The most interesting relationship in the Star Wars saga, and the most moving, wasn’t between Luke and his father, or Anakin and Obi-Wan, or even Han and Leia. No, the pairing that added humour and warmth to the original three movies and heartbreak to The Force Awakens is the one between Han Solo and his furry pal Chewbacca, and Sologives us (finally!) their origin story.
Han – who doesn’t even have a last name as the story begins – is a small time thief on his dismal home planet of Corellia. When his latest money-making scheme is thwarted, he escapes arrest leaving behind girlfriend Qi’ra (Clarke). His plan is to learn to be a pilot and get his own ship so he can return for her, but circumstances lead him to team up with mercenaries Tobias Beckett (Harrelson), Val (Newton) and Rio Durant (voiced by Jon Favreau). And when a heist they’re doing for nasty kingpin Dryden Vos (Bettany) doesn’t go as planned, they have to seek out pilot Lando Calrissian (Glover) to see whether they can use his famously fast ship (no prizes for guessing its name) to finish the job.

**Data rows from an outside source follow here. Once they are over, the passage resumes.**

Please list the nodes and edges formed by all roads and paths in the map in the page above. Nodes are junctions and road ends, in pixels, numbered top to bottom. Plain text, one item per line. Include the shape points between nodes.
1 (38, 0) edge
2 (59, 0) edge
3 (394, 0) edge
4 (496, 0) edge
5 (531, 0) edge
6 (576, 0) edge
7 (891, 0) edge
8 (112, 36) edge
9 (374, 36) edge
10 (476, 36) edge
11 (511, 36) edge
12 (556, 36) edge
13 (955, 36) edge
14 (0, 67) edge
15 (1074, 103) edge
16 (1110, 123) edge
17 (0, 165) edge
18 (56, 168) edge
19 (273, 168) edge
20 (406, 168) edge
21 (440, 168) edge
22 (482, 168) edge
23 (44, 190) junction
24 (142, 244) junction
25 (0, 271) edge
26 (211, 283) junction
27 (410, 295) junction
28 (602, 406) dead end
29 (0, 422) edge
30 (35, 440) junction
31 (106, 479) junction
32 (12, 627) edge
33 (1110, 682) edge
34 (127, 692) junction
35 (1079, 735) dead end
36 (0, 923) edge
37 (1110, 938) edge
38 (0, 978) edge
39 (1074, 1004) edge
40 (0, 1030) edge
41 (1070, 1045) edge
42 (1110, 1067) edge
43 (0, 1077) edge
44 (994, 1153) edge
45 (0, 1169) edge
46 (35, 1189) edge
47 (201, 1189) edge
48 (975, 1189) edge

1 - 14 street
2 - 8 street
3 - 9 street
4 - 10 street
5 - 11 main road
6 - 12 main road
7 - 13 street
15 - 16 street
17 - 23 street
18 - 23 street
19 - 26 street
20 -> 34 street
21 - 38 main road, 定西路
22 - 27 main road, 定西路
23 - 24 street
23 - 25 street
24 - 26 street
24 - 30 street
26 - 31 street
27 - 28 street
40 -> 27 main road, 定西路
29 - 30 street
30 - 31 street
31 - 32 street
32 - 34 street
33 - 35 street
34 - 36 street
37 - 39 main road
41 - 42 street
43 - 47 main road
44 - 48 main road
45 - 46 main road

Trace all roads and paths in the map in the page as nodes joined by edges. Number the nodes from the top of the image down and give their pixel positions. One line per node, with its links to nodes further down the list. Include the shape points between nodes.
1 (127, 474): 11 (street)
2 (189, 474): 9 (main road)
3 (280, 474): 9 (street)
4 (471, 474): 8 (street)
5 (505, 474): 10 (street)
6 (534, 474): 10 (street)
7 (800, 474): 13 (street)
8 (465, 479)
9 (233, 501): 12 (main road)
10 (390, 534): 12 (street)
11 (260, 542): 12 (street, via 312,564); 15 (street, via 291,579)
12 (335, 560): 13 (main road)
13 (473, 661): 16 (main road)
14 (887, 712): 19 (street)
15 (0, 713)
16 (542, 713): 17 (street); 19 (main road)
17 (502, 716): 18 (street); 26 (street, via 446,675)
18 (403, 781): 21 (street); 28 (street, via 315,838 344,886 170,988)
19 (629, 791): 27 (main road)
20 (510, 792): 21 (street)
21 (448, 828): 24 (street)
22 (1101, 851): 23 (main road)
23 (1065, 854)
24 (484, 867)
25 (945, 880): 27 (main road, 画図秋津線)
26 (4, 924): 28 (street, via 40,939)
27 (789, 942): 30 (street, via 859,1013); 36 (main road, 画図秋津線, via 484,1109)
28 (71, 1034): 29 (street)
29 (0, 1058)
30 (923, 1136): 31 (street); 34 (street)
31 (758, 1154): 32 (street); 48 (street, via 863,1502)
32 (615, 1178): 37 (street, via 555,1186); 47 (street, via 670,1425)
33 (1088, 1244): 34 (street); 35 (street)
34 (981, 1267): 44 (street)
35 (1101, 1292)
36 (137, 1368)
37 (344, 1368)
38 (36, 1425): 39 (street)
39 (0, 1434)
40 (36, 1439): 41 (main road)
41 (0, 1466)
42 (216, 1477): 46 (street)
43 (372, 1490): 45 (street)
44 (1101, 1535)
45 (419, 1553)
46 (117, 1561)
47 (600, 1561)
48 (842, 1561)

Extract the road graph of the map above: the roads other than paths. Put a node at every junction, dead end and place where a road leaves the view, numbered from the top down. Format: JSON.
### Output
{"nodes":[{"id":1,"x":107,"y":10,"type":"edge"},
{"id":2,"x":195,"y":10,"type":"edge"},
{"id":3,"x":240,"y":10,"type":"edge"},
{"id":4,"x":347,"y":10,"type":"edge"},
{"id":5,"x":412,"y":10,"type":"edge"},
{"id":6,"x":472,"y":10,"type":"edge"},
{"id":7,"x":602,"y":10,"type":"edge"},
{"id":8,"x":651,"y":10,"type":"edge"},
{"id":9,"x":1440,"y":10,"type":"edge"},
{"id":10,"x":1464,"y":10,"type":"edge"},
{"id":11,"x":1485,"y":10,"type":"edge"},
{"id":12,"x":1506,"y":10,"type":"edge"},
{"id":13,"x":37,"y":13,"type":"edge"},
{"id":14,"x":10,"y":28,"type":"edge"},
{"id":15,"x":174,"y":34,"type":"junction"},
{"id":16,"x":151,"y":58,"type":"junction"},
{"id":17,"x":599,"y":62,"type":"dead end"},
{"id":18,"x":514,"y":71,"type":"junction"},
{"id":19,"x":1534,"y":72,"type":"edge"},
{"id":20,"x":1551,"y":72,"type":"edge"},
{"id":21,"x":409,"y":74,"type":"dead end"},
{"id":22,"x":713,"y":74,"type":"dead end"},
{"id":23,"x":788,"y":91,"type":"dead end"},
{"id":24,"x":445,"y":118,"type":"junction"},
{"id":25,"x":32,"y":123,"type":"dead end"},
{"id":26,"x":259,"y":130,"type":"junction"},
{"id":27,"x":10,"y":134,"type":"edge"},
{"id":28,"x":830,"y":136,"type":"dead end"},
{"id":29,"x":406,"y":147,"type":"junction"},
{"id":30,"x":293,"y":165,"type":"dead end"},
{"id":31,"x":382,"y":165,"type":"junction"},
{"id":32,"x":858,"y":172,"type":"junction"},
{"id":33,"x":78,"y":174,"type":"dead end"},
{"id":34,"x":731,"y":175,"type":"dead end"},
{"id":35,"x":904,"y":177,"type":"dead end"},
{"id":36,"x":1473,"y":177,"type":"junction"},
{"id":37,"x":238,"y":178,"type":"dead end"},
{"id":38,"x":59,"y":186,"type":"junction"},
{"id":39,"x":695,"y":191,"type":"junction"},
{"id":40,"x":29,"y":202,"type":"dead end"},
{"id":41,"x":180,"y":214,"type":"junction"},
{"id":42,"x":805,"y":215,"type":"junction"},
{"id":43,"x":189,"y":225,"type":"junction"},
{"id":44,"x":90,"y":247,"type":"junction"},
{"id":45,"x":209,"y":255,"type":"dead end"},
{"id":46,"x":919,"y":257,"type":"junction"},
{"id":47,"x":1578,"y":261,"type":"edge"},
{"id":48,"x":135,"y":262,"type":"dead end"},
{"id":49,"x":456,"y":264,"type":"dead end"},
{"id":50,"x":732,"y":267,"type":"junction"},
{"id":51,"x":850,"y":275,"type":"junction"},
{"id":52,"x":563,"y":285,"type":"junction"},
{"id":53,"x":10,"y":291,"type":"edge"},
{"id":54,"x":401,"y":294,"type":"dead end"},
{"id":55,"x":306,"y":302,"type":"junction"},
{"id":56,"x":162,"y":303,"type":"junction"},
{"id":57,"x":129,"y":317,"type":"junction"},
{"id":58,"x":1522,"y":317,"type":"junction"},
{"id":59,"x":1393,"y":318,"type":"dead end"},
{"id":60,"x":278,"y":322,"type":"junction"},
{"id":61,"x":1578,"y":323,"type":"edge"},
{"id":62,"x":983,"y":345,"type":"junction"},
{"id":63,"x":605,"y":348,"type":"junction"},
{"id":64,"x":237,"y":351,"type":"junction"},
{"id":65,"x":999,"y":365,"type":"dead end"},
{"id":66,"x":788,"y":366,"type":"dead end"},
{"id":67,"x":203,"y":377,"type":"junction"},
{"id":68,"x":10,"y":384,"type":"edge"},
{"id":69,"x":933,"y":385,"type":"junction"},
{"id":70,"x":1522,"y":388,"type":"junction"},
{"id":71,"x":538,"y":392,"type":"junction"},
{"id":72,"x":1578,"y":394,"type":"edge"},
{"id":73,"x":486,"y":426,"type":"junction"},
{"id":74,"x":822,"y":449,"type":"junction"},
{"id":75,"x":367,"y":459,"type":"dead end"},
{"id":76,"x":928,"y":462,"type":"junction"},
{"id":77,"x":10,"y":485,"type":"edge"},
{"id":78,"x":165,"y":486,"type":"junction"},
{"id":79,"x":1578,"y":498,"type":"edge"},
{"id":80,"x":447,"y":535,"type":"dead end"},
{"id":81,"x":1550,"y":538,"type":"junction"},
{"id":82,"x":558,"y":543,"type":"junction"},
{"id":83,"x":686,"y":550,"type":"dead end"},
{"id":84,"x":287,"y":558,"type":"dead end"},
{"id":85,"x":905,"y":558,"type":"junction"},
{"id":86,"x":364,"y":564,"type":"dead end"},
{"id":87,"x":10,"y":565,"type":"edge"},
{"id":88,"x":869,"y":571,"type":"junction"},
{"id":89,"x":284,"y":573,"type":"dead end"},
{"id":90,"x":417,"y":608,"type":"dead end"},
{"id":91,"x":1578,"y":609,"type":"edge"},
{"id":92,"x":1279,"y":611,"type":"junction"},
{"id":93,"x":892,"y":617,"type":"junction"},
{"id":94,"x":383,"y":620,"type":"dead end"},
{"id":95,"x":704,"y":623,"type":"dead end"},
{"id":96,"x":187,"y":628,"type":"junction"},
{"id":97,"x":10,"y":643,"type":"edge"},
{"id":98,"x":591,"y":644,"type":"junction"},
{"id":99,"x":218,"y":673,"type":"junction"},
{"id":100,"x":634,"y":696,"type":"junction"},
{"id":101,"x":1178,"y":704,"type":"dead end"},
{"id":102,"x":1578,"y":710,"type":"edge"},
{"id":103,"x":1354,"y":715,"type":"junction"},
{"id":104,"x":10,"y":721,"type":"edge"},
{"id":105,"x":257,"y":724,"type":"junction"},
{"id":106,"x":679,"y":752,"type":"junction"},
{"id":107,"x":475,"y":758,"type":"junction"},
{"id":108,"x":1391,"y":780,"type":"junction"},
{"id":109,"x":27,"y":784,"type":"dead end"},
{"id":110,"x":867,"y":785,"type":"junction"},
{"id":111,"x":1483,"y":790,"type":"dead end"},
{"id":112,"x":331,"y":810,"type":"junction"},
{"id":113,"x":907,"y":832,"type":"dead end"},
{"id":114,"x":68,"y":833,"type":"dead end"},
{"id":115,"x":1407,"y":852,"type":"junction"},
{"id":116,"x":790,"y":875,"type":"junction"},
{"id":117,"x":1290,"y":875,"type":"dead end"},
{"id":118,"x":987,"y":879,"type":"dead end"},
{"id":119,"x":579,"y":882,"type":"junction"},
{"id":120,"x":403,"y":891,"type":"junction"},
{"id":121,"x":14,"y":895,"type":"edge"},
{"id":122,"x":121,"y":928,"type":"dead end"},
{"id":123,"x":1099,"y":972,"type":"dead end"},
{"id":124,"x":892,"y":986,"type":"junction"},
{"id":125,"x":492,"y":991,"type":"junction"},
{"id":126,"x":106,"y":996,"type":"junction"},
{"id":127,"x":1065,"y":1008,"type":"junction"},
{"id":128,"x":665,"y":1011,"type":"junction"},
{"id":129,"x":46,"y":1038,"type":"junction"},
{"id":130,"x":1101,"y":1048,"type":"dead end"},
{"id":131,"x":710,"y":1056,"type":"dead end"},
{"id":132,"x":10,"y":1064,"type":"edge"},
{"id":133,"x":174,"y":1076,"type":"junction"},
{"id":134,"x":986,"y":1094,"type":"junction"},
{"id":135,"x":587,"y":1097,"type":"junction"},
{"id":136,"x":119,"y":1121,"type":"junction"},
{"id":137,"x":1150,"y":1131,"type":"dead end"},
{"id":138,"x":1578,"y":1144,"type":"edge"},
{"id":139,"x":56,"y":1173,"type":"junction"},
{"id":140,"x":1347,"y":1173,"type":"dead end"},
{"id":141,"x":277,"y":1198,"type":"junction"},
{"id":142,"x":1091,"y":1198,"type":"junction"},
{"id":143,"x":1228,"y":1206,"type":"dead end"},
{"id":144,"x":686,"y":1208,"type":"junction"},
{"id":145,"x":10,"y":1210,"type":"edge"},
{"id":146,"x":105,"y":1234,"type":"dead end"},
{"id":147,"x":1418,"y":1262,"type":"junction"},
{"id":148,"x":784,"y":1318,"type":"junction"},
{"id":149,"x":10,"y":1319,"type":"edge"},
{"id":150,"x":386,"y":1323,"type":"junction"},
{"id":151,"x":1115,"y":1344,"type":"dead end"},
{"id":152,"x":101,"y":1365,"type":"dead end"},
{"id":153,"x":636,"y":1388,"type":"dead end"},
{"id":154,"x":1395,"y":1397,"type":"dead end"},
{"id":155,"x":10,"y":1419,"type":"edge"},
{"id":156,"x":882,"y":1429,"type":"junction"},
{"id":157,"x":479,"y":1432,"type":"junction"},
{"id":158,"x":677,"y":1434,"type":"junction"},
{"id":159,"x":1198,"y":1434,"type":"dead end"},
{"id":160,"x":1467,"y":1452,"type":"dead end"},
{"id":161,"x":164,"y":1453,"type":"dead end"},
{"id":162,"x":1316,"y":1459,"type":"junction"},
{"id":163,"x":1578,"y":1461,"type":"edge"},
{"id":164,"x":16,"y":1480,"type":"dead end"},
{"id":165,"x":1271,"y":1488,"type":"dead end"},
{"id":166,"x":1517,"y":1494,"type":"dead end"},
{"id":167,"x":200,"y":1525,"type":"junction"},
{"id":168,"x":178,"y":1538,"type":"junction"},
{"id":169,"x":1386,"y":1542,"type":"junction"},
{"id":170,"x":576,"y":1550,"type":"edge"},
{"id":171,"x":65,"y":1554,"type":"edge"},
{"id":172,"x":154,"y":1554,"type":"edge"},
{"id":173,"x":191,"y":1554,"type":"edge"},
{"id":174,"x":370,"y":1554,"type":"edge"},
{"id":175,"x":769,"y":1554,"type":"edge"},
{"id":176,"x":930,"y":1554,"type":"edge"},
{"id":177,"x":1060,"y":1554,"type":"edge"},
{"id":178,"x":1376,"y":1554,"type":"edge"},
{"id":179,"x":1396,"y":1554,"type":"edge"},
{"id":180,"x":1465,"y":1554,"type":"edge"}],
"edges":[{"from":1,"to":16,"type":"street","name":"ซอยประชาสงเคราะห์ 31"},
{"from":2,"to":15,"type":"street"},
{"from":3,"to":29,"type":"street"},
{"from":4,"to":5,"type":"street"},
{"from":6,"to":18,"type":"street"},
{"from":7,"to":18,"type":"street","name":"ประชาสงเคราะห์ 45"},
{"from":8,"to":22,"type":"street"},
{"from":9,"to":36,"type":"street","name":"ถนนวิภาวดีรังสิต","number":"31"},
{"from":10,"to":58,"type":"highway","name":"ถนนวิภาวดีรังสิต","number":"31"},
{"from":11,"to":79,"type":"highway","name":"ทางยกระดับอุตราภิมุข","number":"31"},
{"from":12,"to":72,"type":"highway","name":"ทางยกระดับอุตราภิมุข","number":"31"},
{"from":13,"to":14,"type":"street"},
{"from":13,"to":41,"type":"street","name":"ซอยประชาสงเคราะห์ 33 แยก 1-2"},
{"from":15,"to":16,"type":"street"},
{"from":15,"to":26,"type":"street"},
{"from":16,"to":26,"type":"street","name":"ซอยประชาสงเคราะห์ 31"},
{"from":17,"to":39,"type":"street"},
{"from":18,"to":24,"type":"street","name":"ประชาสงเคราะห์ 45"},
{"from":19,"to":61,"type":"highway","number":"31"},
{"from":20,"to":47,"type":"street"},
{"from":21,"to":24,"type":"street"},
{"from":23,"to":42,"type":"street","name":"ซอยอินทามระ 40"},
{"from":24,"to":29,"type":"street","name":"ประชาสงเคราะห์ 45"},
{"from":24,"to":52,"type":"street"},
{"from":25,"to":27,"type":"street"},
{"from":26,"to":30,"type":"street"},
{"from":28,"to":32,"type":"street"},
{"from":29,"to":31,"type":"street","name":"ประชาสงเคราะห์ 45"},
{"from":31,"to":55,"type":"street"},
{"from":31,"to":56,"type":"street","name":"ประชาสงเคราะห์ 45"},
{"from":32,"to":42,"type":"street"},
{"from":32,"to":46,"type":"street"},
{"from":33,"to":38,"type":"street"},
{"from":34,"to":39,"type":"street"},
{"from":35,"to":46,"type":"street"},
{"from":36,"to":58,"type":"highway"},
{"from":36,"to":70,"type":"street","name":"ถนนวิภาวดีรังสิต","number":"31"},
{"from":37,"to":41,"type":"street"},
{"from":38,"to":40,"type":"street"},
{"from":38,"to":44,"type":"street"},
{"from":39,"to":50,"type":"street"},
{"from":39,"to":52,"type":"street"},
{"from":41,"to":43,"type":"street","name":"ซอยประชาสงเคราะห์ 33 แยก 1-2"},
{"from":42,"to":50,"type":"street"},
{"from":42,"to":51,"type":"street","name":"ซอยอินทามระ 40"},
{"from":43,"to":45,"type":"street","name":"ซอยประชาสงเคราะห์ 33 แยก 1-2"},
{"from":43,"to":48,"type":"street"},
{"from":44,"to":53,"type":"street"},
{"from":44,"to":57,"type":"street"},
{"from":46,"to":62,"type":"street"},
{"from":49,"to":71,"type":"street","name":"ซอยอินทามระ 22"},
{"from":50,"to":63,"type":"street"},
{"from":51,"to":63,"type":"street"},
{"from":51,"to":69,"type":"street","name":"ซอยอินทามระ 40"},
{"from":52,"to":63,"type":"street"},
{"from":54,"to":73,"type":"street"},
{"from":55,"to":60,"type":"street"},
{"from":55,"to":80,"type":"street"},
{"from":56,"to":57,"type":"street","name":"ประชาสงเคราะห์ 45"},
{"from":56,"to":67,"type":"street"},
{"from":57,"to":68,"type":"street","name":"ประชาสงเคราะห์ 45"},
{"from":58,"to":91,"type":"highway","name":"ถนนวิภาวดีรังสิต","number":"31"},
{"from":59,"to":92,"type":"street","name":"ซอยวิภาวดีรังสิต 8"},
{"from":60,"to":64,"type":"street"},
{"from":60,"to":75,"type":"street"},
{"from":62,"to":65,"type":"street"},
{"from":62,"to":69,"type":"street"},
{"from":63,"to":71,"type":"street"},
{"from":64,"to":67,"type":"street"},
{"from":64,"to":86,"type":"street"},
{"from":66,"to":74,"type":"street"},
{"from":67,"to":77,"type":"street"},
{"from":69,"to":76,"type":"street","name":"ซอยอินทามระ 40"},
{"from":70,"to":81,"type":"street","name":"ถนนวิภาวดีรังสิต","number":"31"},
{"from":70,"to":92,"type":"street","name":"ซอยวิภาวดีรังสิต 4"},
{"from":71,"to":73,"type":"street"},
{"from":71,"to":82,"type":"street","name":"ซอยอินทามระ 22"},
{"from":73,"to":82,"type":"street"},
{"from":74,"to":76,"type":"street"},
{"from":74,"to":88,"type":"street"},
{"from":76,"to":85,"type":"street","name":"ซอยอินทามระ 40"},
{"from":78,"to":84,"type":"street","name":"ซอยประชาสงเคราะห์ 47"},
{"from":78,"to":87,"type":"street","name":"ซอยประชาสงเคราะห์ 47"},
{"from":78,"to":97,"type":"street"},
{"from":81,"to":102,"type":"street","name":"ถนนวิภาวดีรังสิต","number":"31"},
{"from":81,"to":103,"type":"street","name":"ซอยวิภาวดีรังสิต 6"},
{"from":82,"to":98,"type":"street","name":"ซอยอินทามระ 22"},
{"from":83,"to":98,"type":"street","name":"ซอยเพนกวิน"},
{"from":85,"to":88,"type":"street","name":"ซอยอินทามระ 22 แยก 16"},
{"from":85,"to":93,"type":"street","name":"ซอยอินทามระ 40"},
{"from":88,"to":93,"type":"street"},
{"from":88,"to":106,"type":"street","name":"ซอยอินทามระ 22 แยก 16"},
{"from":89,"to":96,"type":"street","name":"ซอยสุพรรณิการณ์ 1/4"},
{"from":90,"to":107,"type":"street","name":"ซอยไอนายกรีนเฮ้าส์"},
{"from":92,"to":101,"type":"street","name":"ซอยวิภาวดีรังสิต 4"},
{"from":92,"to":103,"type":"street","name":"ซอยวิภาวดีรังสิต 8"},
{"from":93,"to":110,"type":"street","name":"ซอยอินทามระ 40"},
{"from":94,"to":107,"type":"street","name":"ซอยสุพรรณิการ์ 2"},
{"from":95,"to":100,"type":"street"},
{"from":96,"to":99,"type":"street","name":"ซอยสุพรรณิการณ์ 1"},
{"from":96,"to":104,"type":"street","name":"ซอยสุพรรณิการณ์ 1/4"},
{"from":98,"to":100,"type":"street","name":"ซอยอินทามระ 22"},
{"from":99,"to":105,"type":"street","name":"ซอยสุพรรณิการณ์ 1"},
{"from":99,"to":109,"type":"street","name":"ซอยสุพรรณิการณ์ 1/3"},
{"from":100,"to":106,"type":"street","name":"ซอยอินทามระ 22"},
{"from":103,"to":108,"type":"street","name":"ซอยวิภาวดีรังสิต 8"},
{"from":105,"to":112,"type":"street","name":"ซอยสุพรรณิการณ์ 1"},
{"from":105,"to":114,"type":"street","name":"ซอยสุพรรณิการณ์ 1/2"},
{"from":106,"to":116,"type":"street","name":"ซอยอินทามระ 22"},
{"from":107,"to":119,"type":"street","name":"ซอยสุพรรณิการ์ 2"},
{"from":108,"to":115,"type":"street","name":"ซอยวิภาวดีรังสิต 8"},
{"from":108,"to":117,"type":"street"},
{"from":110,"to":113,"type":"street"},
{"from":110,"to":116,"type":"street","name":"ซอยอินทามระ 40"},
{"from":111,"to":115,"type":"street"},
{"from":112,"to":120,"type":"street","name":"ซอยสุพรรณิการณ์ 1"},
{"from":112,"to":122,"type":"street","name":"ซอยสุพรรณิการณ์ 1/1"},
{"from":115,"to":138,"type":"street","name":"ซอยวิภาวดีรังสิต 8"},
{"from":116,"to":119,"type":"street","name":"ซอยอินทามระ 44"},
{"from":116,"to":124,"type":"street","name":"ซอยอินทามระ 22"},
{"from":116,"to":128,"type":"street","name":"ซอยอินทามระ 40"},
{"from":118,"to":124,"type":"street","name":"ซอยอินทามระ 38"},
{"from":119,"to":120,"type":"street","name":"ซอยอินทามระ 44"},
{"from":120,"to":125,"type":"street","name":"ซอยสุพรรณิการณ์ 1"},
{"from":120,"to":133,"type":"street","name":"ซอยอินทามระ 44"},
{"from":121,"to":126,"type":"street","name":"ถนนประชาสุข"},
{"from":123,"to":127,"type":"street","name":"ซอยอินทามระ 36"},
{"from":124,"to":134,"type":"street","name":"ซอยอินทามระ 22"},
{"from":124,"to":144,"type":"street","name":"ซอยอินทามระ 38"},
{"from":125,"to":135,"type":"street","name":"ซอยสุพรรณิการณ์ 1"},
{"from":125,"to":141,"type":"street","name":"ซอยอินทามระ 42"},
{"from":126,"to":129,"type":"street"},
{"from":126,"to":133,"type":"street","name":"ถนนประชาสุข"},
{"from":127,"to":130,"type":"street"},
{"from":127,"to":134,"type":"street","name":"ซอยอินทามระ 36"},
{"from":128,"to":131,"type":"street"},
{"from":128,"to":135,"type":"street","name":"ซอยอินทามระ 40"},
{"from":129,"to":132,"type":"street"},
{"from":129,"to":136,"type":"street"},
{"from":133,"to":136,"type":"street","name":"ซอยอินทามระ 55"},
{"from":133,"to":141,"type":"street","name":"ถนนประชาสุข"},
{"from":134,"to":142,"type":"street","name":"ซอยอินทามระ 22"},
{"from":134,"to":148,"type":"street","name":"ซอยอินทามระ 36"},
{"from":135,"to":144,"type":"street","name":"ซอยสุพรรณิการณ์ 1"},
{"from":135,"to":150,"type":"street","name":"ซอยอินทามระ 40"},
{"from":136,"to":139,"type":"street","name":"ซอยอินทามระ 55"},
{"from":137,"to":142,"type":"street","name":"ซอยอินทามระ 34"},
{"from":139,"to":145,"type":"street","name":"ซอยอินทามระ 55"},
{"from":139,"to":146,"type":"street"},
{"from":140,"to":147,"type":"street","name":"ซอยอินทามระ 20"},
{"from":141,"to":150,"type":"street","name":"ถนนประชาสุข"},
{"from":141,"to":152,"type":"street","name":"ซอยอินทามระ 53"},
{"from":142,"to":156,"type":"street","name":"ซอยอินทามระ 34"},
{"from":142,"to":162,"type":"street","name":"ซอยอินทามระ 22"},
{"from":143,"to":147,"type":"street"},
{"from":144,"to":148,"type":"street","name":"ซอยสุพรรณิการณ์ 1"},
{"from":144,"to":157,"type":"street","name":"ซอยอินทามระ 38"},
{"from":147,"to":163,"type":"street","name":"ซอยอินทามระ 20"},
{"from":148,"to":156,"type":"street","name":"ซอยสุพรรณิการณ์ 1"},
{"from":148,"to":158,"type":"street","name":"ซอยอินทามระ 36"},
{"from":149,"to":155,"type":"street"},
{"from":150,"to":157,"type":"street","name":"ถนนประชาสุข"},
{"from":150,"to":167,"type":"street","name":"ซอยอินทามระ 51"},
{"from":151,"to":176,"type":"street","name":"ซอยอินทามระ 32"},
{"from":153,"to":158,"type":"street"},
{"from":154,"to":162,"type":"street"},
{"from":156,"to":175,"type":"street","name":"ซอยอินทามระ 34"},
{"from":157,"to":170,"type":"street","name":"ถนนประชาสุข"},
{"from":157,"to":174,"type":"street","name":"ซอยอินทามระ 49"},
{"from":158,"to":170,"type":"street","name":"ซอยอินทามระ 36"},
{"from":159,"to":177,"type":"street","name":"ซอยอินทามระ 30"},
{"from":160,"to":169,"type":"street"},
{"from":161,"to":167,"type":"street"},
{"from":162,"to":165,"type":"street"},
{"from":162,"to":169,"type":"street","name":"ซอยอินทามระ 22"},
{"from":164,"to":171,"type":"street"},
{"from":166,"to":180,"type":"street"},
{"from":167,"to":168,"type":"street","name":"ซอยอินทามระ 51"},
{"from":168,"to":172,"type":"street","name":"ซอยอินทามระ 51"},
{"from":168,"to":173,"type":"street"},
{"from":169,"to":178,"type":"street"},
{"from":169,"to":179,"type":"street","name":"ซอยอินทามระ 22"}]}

A fun romp through outer space that takes us through lots of fast-paced set pieces – Han’s escape from Corellia, the monorail heist, and a gun battle on a mining planet among them – this is packed full of knowing nods to the original movies that fans will love. After all, we know where this story is going – there are no huge surprises – so it makes sense to make it as tongue-in-cheek and unashamedly entertaining as possible.
Of course, much of the fun is enjoying the first meeting and subsequent teaming of Han and Chewbacca, and Ehrenreich and Suotamo (as Chewie) are perfectly matched. And, while fans may have been worried that Ehrenreich didn’t perhaps have the physical stature of Harrison Ford, he makes for a believable, likeable and enjoyably cocky young Han whose adventures it is a thrill to follow.
There are some mis-steps – Glover and Newton are woefully underused, whereas Clarke is around a bit too much – but director Ron Howard (famously taking over from original directors Phil Lord and Chris Miller, who departed due to creative differences with Lucasfilm) has a light touch that suits the story. He also inherited a skilled cast, with Bettany making the most of a thinly written bad guy role (Vos, alas, is no Darth Vader) while Waller-Bridge is drily superb as feminist robot L3-37.
It may not be one of the best Star Wars movies, but viewed as a sci-fi summer blockbuster, it’s a blast.
Is Solo: A Star Wars Story suitable for kids? Here are our parents’ notes...
As with all the Star Wars movies, this does contain some violence in the form of fights, blaster shootings etc. These scenes are mainly bloodless and few wounds are shown.
Very young children may find Vos’s scarred face slightly scary.
Parents should note this movie is more family friendly/less violent than Revenge Of The Sith and The Last Jedi.
There is some mild bad language.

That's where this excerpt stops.